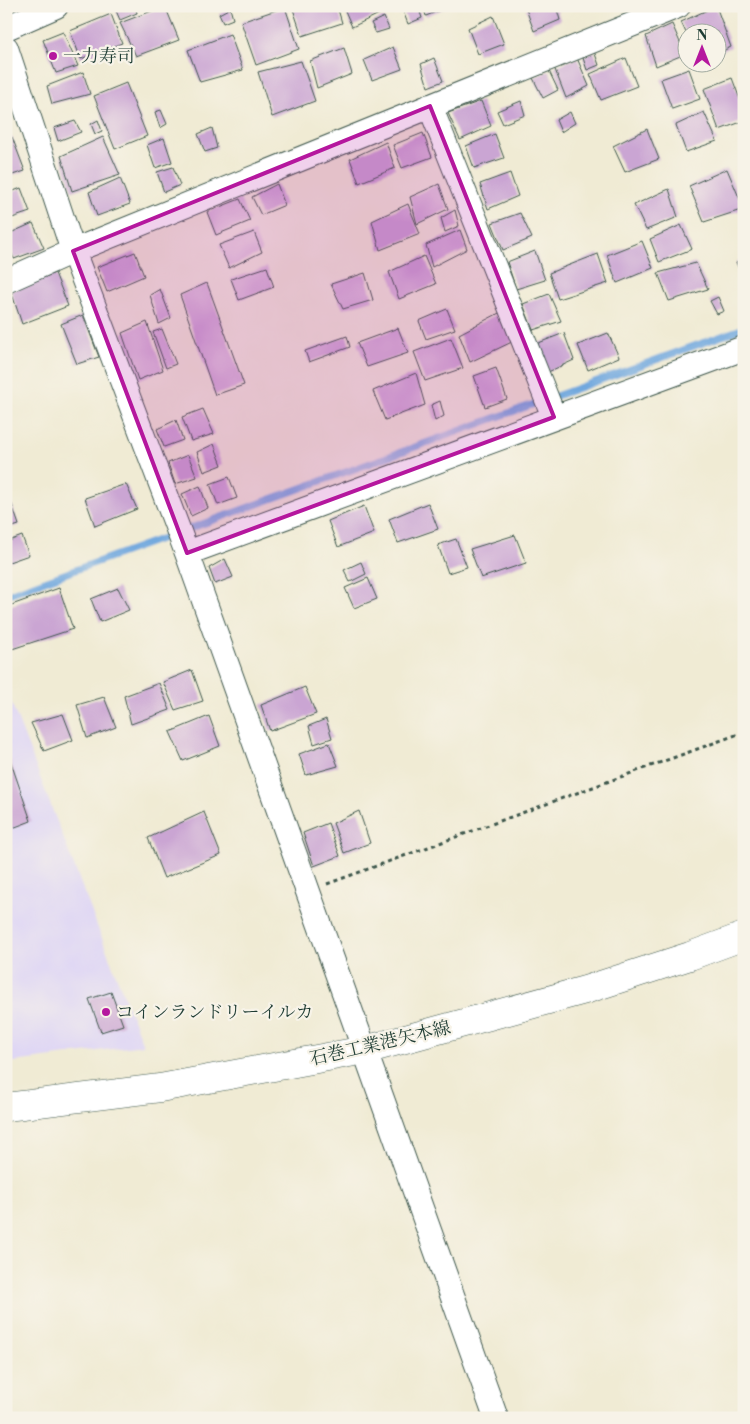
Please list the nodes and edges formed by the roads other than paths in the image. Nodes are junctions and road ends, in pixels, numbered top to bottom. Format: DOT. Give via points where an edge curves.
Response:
graph roads {
  1 [pos="56,6"];
  2 [pos="678,6"];
  3 [pos="6,28"];
  4 [pos="6,48"];
  5 [pos="430,106"];
  6 [pos="73,251"];
  7 [pos="6,281"];
  8 [pos="744,348"];
  9 [pos="549,405"];
  10 [pos="181,539"];
  11 [pos="744,936"];
  12 [pos="364,1050"];
  13 [pos="6,1107"];
  14 [pos="496,1418"];
  1 -- 3 [label="street"];
  2 -- 5 [label="street"];
  4 -- 6 [label="street"];
  5 -- 6 [label="street"];
  5 -- 9 [label="street"];
  6 -- 7 [label="street"];
  6 -- 10 [label="street"];
  8 -- 9 [label="street"];
  9 -- 10 [label="street"];
  10 -- 12 [label="street"];
  11 -- 12 [label="main road, 石巻工業港矢本線" via="585,990"];
  12 -- 13 [label="main road, 石巻工業港矢本線" via="160,1088"];
  12 -- 14 [label="street"];
}
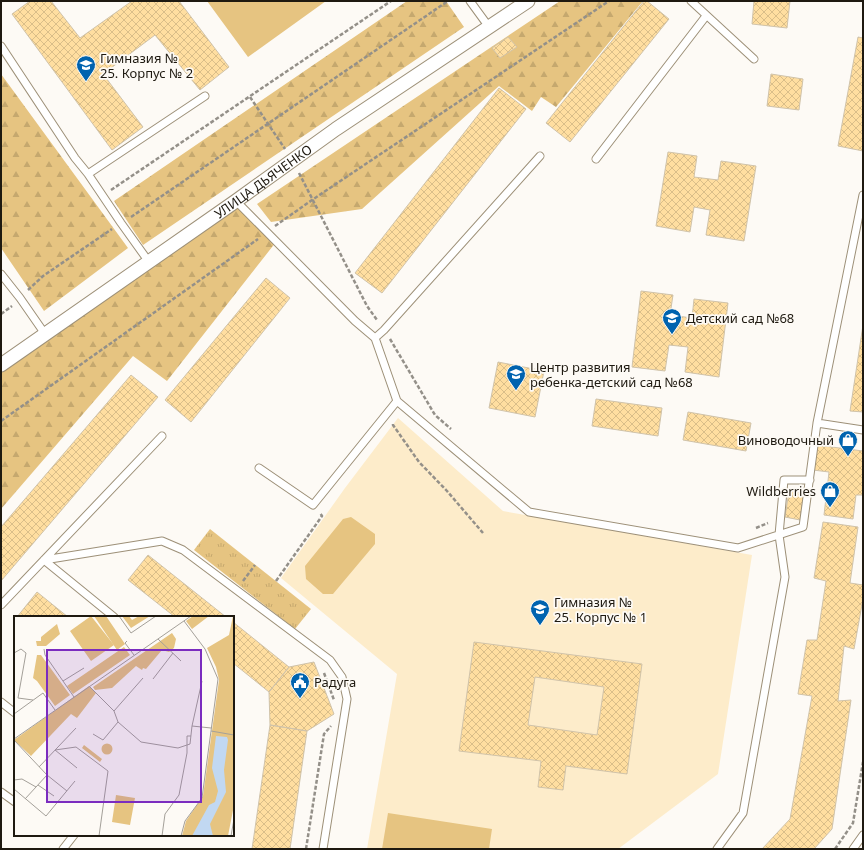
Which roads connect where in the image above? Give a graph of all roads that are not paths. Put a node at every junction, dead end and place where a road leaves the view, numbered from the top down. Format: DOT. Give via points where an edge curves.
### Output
graph roads {
  1 [pos="470,1"];
  2 [pos="528,1"];
  3 [pos="691,1"];
  4 [pos="706,16"];
  5 [pos="489,27"];
  6 [pos="1,46"];
  7 [pos="754,59"];
  8 [pos="205,96"];
  9 [pos="540,156"];
  10 [pos="596,159"];
  11 [pos="88,174"];
  12 [pos="863,195"];
  13 [pos="236,201"];
  14 [pos="149,262"];
  15 [pos="1,274"];
  16 [pos="45,334"];
  17 [pos="375,338"];
  18 [pos="1,365"];
  19 [pos="397,401"];
  20 [pos="817,423"];
  21 [pos="863,430"];
  22 [pos="162,436"];
  23 [pos="259,468"];
  24 [pos="810,480"];
  25 [pos="313,505"];
  26 [pos="307,512"];
  27 [pos="778,535"];
  28 [pos="44,560"];
  29 [pos="1,605"];
  30 [pos="113,616"];
  31 [pos="1,702"];
  32 [pos="14,712"];
  33 [pos="1,792"];
  34 [pos="14,801"];
  35 [pos="863,835"];
  36 [pos="73,836"];
  37 [pos="63,849"];
  38 [pos="323,849"];
  39 [pos="717,849"];
  40 [pos="853,849"];
  1 -- 5 [label="lane"];
  2 -- 5 [label="street, УЛИЦА ДЬЯЧЕНКО"];
  3 -- 4 [label="lane"];
  4 -- 7 [label="lane"];
  4 -- 10 [label="lane"];
  5 -- 13 [label="street, УЛИЦА ДЬЯЧЕНКО" via="336,129"];
  6 -- 11 [label="lane" via="74,158"];
  8 -- 11 [label="lane"];
  9 -- 17 [label="lane"];
  11 -- 14 [label="lane"];
  12 -- 20 [label="lane"];
  13 -- 14 [label="street, УЛИЦА ДЬЯЧЕНКО"];
  13 -- 17 [label="lane"];
  14 -- 16 [label="street, УЛИЦА ДЬЯЧЕНКО"];
  15 -- 16 [label="lane"];
  16 -- 18 [label="street, УЛИЦА ДЬЯЧЕНКО"];
  17 -- 19 [label="lane"];
  19 -- 25 [label="lane"];
  19 -- 27 [label="lane" via="529,512 738,548"];
  20 -- 21 [label="lane"];
  20 -- 24 [label="lane"];
  22 -- 28 [label="lane"];
  23 -- 25 [label="lane"];
  24 -- 27 [label="lane" via="803,527"];
  24 -- 27 [label="lane" via="784,480"];
  25 -- 26 [label="lane"];
  27 -- 39 [label="lane" via="785,577 743,813"];
  28 -- 29 [label="lane"];
  28 -- 30 [label="lane"];
  28 -- 38 [label="lane" via="162,540 183,550 330,660 342,677 347,699"];
  31 -- 32 [label="lane"];
  33 -- 34 [label="lane"];
  35 -- 40 [label="lane"];
  36 -- 37 [label="lane"];
}
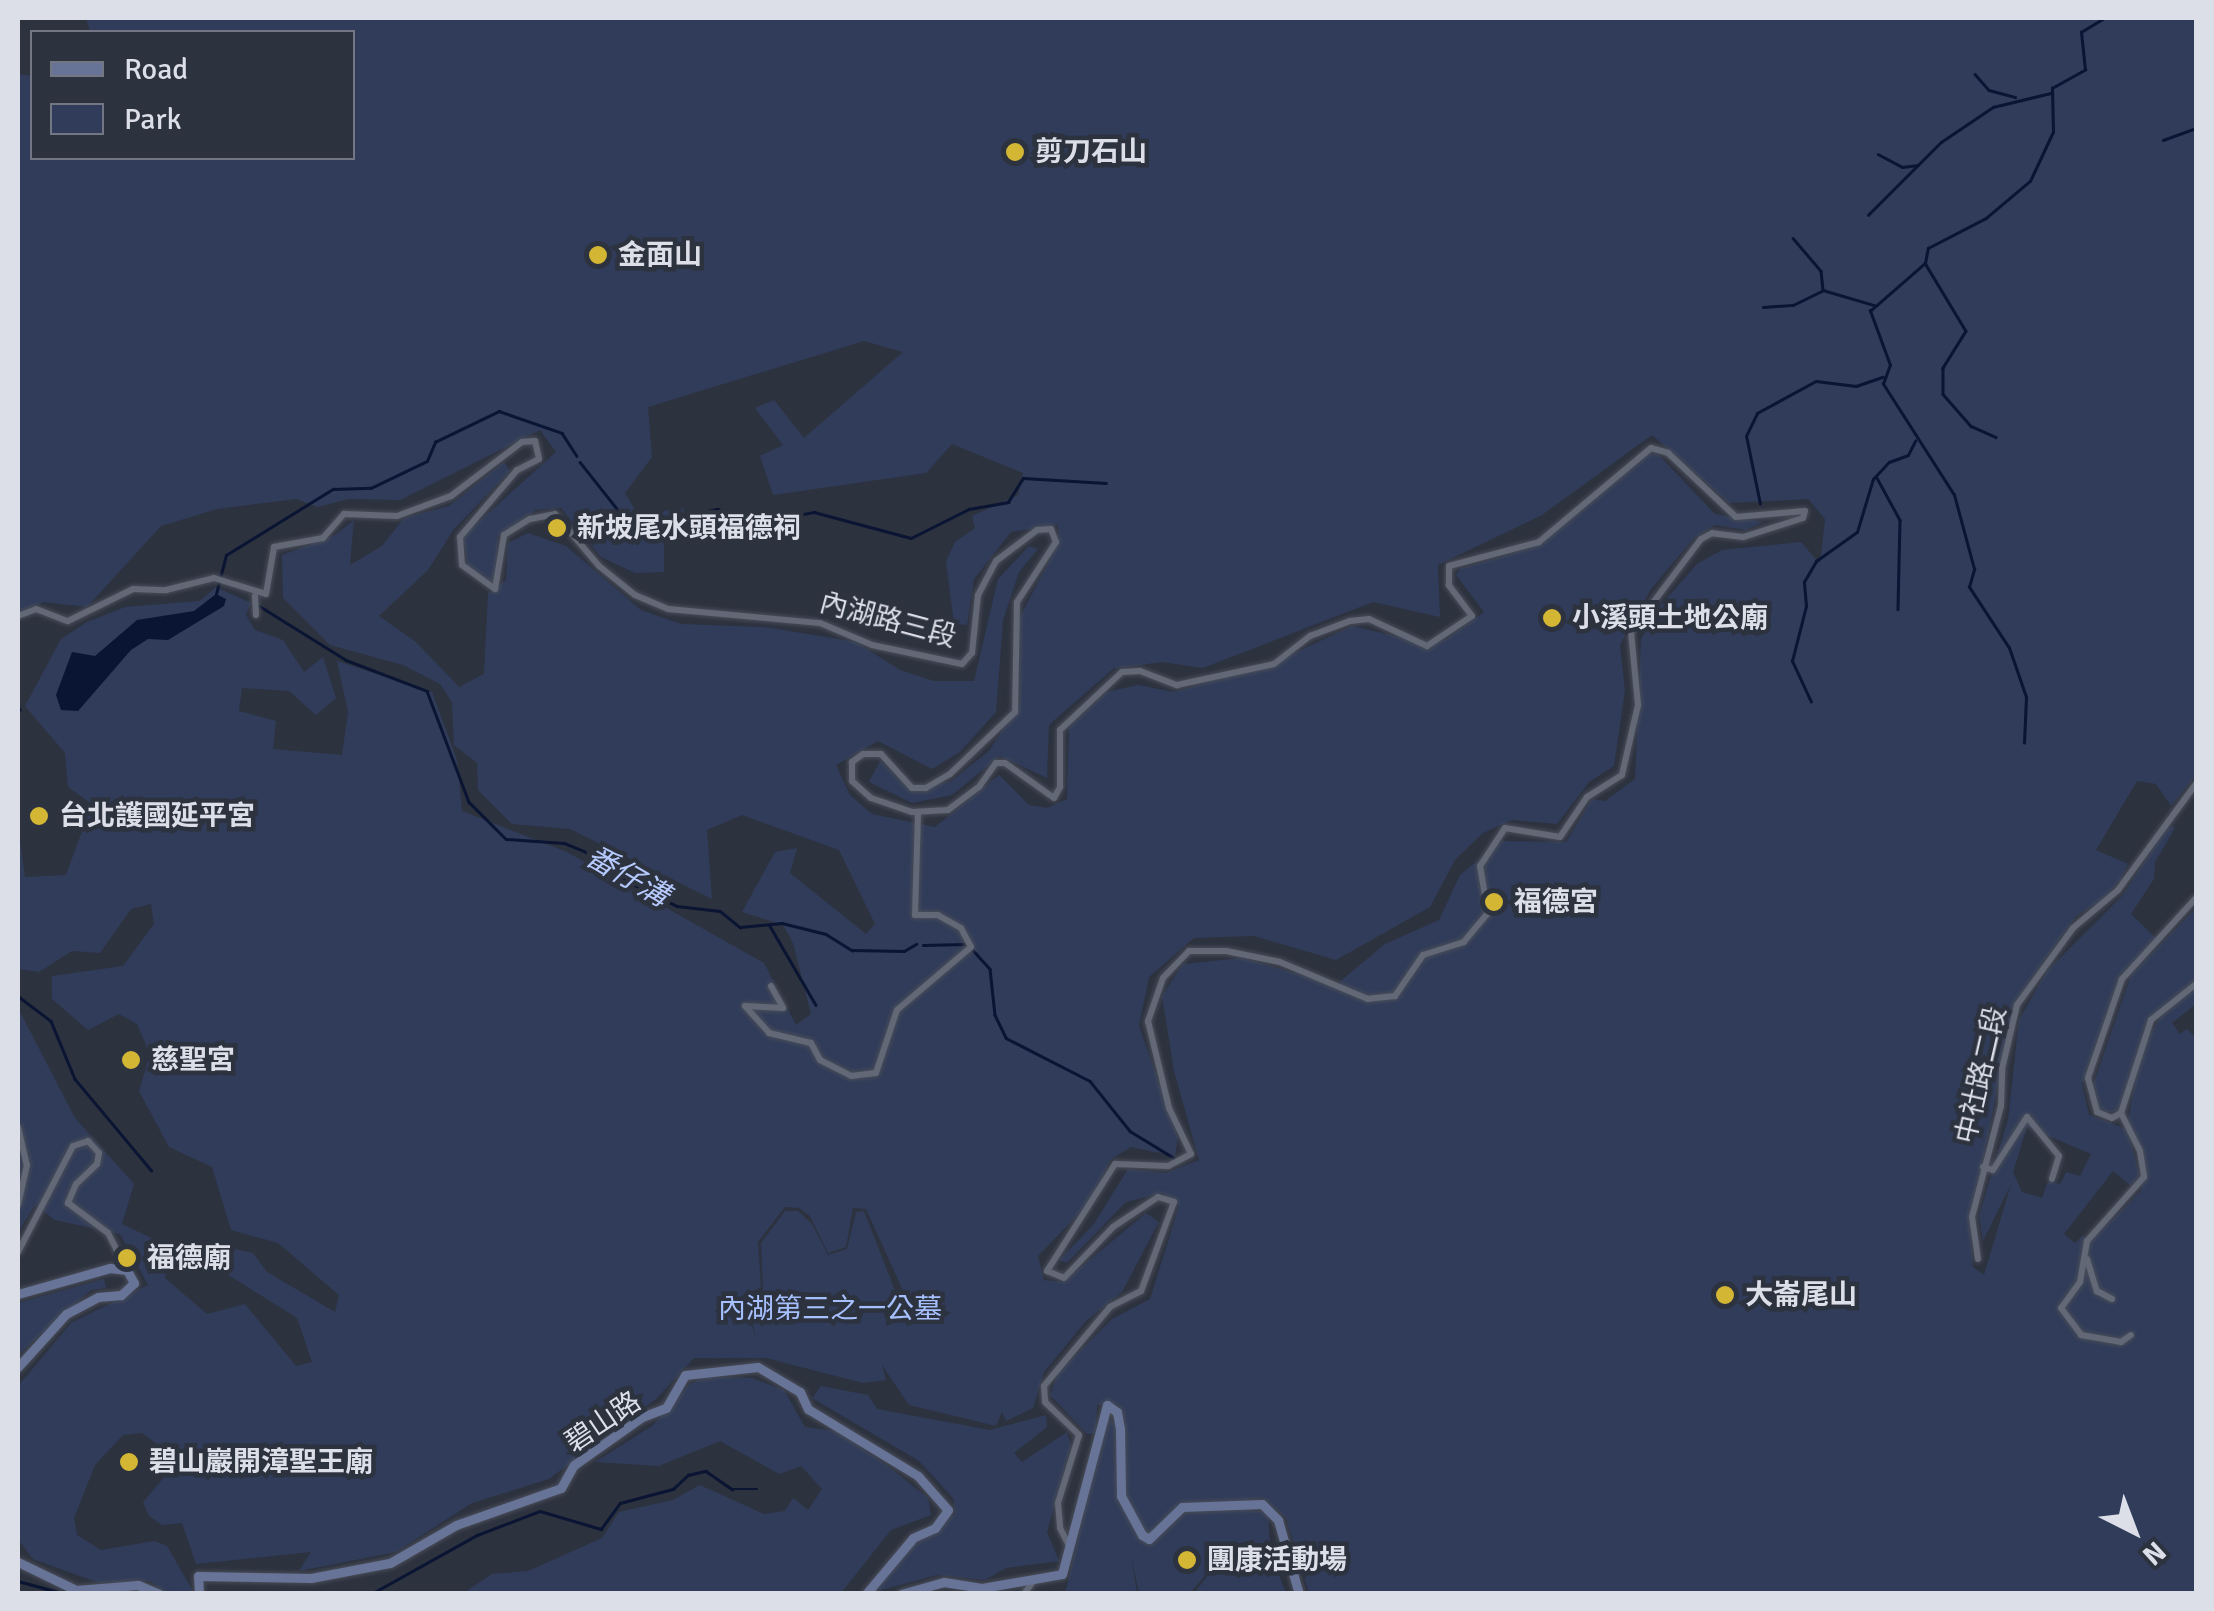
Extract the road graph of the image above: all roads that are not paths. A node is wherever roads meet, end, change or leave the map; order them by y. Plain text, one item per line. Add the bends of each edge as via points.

## EXERCISE REQUIREMENTS
Find out how many lines in the entries above hold "image", then reply with that figure and nothing else.

## RESULT OF THE EXERCISE
3